WHAT THIS TASK INVOLVES
Write out the data word for word and omit every picture.

──────── DATASET RECORDS

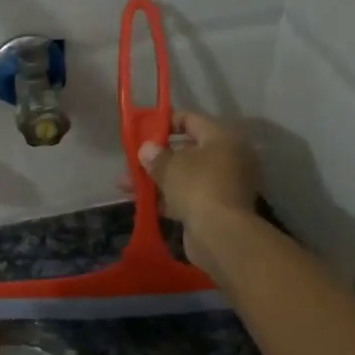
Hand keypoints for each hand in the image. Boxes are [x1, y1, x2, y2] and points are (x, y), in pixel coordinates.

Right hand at [136, 111, 259, 271]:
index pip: (191, 120)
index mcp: (222, 138)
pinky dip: (167, 198)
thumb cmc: (198, 187)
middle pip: (187, 151)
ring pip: (185, 177)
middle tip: (132, 162)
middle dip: (157, 157)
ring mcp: (223, 185)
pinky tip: (142, 202)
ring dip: (157, 180)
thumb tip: (146, 150)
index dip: (166, 122)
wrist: (221, 234)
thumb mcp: (170, 167)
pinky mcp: (216, 209)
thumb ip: (155, 156)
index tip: (143, 130)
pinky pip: (188, 197)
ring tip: (126, 186)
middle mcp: (228, 158)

────────────────

OUTPUT FOR THIS TASK
Hand keypoints for each hand in the image. Boxes are [x1, y1, x2, y2] and points are (x, y), in pixel coordinates.

Right hand at [136, 111, 259, 271]:
index pip: (191, 120)
index mcp: (222, 138)
pinky dip: (167, 198)
thumb cmc: (198, 187)
middle pip: (187, 151)
ring pip: (185, 177)
middle tip: (132, 162)
middle dip: (157, 157)
ring mcp: (223, 185)
pinky tip: (142, 202)
ring dip: (157, 180)
thumb tip: (146, 150)
index dip: (166, 122)
wrist: (221, 234)
thumb mcp: (170, 167)
pinky mcp: (216, 209)
thumb ip: (155, 156)
index tip: (143, 130)
pinky pip: (188, 197)
ring tip: (126, 186)
middle mcp: (228, 158)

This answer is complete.